*Instructions to follow*
Each entry that follows is to be duplicated exactly, without its images.

*Data in this exercise*

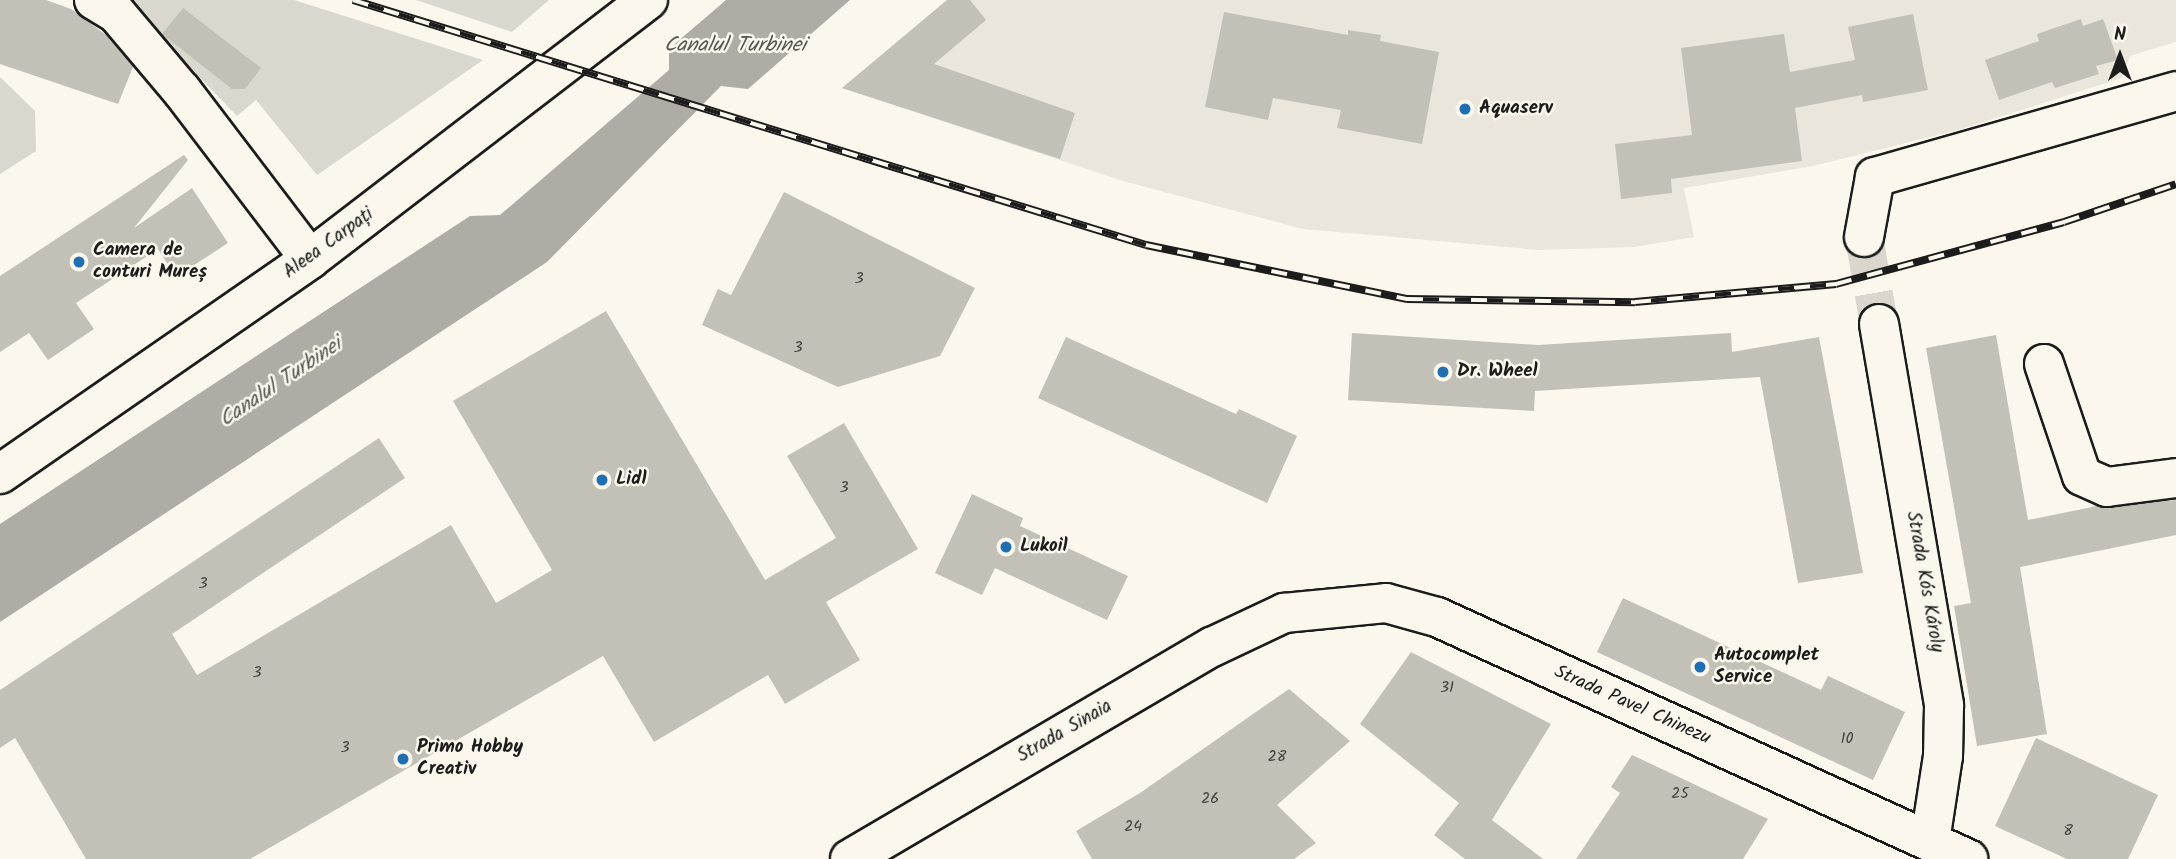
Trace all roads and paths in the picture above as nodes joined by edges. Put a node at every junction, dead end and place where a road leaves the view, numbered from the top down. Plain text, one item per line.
1 (94, 0) edge
2 (648, 0) edge
3 (2176, 91) edge
4 (1864, 237) tunnel mouth
5 (310, 259) junction
6 (1879, 324) tunnel mouth
7 (2044, 364) dead end
8 (0, 474) edge
9 (2176, 478) edge
10 (1284, 613) joint
11 (1930, 841) junction
12 (850, 859) edge
13 (1968, 859) edge

1 - 5 street
2 - 5 street, Aleea Carpați
3 - 4 street
5 - 8 street, Aleea Carpați
6 - 11 street, Strada Kós Károly
7 - 9 street
10 - 11 street, Strada Pavel Chinezu
10 - 12 street, Strada Sinaia
11 - 13 street, Strada Pavel Chinezu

*Reply to the task*
Trace all roads and paths in the picture above as nodes joined by edges. Put a node at every junction, dead end and place where a road leaves the view, numbered from the top down. Plain text, one item per line.
1 (94, 0) edge
2 (648, 0) edge
3 (2176, 91) edge
4 (1864, 237) tunnel mouth
5 (310, 259) junction
6 (1879, 324) tunnel mouth
7 (2044, 364) dead end
8 (0, 474) edge
9 (2176, 478) edge
10 (1284, 613) joint
11 (1930, 841) junction
12 (850, 859) edge
13 (1968, 859) edge

1 - 5 street
2 - 5 street, Aleea Carpați
3 - 4 street
5 - 8 street, Aleea Carpați
6 - 11 street, Strada Kós Károly
7 - 9 street
10 - 11 street, Strada Pavel Chinezu
10 - 12 street, Strada Sinaia
11 - 13 street, Strada Pavel Chinezu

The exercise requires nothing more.